→ Task description:
Please return each of the entries that follow, unchanged in every word.
(Beginning of Excerpted records)
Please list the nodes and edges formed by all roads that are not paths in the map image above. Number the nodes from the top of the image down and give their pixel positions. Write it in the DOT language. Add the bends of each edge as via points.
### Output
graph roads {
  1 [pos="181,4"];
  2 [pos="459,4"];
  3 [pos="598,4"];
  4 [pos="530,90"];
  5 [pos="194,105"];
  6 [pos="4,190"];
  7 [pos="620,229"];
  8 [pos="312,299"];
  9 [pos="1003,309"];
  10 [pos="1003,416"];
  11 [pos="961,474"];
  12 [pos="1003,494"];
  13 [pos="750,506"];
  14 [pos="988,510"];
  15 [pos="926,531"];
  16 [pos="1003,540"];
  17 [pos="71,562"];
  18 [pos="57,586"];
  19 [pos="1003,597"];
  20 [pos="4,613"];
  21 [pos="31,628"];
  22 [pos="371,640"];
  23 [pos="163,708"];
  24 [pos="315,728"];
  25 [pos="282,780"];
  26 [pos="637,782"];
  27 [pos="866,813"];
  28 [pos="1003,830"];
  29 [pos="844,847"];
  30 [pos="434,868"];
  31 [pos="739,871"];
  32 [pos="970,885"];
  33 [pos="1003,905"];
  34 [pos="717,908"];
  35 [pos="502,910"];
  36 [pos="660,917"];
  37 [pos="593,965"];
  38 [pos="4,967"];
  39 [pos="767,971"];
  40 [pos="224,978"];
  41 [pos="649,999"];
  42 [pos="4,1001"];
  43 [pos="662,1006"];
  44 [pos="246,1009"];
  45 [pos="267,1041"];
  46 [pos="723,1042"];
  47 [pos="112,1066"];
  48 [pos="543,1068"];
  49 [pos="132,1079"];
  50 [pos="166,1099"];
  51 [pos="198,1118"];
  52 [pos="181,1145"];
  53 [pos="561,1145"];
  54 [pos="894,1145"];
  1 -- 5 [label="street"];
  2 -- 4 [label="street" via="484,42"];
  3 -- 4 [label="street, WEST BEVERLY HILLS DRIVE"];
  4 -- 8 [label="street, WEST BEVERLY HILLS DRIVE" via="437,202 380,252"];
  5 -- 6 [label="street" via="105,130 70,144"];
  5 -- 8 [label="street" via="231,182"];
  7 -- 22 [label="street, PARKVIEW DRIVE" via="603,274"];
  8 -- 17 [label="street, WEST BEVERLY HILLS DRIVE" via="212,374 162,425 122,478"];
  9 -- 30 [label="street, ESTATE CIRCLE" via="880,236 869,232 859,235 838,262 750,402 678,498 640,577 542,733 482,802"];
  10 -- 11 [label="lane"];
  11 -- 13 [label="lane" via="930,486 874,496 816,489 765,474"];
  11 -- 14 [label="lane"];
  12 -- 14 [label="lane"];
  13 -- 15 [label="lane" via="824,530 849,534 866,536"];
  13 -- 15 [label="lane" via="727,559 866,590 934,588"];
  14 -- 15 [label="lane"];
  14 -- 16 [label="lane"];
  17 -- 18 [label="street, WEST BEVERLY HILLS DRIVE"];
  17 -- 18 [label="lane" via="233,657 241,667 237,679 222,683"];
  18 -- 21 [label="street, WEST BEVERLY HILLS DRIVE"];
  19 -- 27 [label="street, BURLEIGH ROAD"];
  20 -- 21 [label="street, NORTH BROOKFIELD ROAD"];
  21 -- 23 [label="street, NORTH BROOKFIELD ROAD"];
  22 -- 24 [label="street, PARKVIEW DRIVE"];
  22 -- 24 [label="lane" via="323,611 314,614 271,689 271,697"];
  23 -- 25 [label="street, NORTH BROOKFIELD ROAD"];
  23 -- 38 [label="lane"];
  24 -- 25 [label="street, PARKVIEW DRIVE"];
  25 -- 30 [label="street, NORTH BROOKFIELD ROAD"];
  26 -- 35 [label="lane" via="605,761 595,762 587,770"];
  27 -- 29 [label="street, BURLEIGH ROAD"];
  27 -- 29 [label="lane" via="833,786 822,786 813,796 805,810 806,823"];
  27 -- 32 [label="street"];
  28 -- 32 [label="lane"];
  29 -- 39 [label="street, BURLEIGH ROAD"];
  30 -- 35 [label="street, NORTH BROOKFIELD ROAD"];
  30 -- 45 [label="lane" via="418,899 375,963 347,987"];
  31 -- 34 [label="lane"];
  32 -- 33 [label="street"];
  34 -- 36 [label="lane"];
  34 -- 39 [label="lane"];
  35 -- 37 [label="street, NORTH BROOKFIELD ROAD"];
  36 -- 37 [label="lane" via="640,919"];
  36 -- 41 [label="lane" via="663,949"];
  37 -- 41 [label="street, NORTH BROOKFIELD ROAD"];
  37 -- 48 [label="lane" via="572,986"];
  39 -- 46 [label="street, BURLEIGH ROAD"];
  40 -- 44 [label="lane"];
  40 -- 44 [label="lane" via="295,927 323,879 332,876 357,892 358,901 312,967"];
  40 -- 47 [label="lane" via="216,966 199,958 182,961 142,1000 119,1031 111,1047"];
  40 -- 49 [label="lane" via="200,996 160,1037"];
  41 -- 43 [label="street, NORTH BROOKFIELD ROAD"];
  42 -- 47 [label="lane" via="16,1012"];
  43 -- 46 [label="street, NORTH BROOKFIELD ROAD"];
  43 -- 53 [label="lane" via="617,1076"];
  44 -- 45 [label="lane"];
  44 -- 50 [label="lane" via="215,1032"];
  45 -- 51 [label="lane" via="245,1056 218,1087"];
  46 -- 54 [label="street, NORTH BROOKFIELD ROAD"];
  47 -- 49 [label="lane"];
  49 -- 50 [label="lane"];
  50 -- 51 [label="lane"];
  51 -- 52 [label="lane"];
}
(End of Excerpted records)
→ Output of the task:
Please list the nodes and edges formed by all roads that are not paths in the map image above. Number the nodes from the top of the image down and give their pixel positions. Write it in the DOT language. Add the bends of each edge as via points.
### Output
graph roads {
  1 [pos="181,4"];
  2 [pos="459,4"];
  3 [pos="598,4"];
  4 [pos="530,90"];
  5 [pos="194,105"];
  6 [pos="4,190"];
  7 [pos="620,229"];
  8 [pos="312,299"];
  9 [pos="1003,309"];
  10 [pos="1003,416"];
  11 [pos="961,474"];
  12 [pos="1003,494"];
  13 [pos="750,506"];
  14 [pos="988,510"];
  15 [pos="926,531"];
  16 [pos="1003,540"];
  17 [pos="71,562"];
  18 [pos="57,586"];
  19 [pos="1003,597"];
  20 [pos="4,613"];
  21 [pos="31,628"];
  22 [pos="371,640"];
  23 [pos="163,708"];
  24 [pos="315,728"];
  25 [pos="282,780"];
  26 [pos="637,782"];
  27 [pos="866,813"];
  28 [pos="1003,830"];
  29 [pos="844,847"];
  30 [pos="434,868"];
  31 [pos="739,871"];
  32 [pos="970,885"];
  33 [pos="1003,905"];
  34 [pos="717,908"];
  35 [pos="502,910"];
  36 [pos="660,917"];
  37 [pos="593,965"];
  38 [pos="4,967"];
  39 [pos="767,971"];
  40 [pos="224,978"];
  41 [pos="649,999"];
  42 [pos="4,1001"];
  43 [pos="662,1006"];
  44 [pos="246,1009"];
  45 [pos="267,1041"];
  46 [pos="723,1042"];
  47 [pos="112,1066"];
  48 [pos="543,1068"];
  49 [pos="132,1079"];
  50 [pos="166,1099"];
  51 [pos="198,1118"];
  52 [pos="181,1145"];
  53 [pos="561,1145"];
  54 [pos="894,1145"];
  1 -- 5 [label="street"];
  2 -- 4 [label="street" via="484,42"];
  3 -- 4 [label="street, WEST BEVERLY HILLS DRIVE"];
  4 -- 8 [label="street, WEST BEVERLY HILLS DRIVE" via="437,202 380,252"];
  5 -- 6 [label="street" via="105,130 70,144"];
  5 -- 8 [label="street" via="231,182"];
  7 -- 22 [label="street, PARKVIEW DRIVE" via="603,274"];
  8 -- 17 [label="street, WEST BEVERLY HILLS DRIVE" via="212,374 162,425 122,478"];
  9 -- 30 [label="street, ESTATE CIRCLE" via="880,236 869,232 859,235 838,262 750,402 678,498 640,577 542,733 482,802"];
  10 -- 11 [label="lane"];
  11 -- 13 [label="lane" via="930,486 874,496 816,489 765,474"];
  11 -- 14 [label="lane"];
  12 -- 14 [label="lane"];
  13 -- 15 [label="lane" via="824,530 849,534 866,536"];
  13 -- 15 [label="lane" via="727,559 866,590 934,588"];
  14 -- 15 [label="lane"];
  14 -- 16 [label="lane"];
  17 -- 18 [label="street, WEST BEVERLY HILLS DRIVE"];
  17 -- 18 [label="lane" via="233,657 241,667 237,679 222,683"];
  18 -- 21 [label="street, WEST BEVERLY HILLS DRIVE"];
  19 -- 27 [label="street, BURLEIGH ROAD"];
  20 -- 21 [label="street, NORTH BROOKFIELD ROAD"];
  21 -- 23 [label="street, NORTH BROOKFIELD ROAD"];
  22 -- 24 [label="street, PARKVIEW DRIVE"];
  22 -- 24 [label="lane" via="323,611 314,614 271,689 271,697"];
  23 -- 25 [label="street, NORTH BROOKFIELD ROAD"];
  23 -- 38 [label="lane"];
  24 -- 25 [label="street, PARKVIEW DRIVE"];
  25 -- 30 [label="street, NORTH BROOKFIELD ROAD"];
  26 -- 35 [label="lane" via="605,761 595,762 587,770"];
  27 -- 29 [label="street, BURLEIGH ROAD"];
  27 -- 29 [label="lane" via="833,786 822,786 813,796 805,810 806,823"];
  27 -- 32 [label="street"];
  28 -- 32 [label="lane"];
  29 -- 39 [label="street, BURLEIGH ROAD"];
  30 -- 35 [label="street, NORTH BROOKFIELD ROAD"];
  30 -- 45 [label="lane" via="418,899 375,963 347,987"];
  31 -- 34 [label="lane"];
  32 -- 33 [label="street"];
  34 -- 36 [label="lane"];
  34 -- 39 [label="lane"];
  35 -- 37 [label="street, NORTH BROOKFIELD ROAD"];
  36 -- 37 [label="lane" via="640,919"];
  36 -- 41 [label="lane" via="663,949"];
  37 -- 41 [label="street, NORTH BROOKFIELD ROAD"];
  37 -- 48 [label="lane" via="572,986"];
  39 -- 46 [label="street, BURLEIGH ROAD"];
  40 -- 44 [label="lane"];
  40 -- 44 [label="lane" via="295,927 323,879 332,876 357,892 358,901 312,967"];
  40 -- 47 [label="lane" via="216,966 199,958 182,961 142,1000 119,1031 111,1047"];
  40 -- 49 [label="lane" via="200,996 160,1037"];
  41 -- 43 [label="street, NORTH BROOKFIELD ROAD"];
  42 -- 47 [label="lane" via="16,1012"];
  43 -- 46 [label="street, NORTH BROOKFIELD ROAD"];
  43 -- 53 [label="lane" via="617,1076"];
  44 -- 45 [label="lane"];
  44 -- 50 [label="lane" via="215,1032"];
  45 -- 51 [label="lane" via="245,1056 218,1087"];
  46 -- 54 [label="street, NORTH BROOKFIELD ROAD"];
  47 -- 49 [label="lane"];
  49 -- 50 [label="lane"];
  50 -- 51 [label="lane"];
  51 -- 52 [label="lane"];
}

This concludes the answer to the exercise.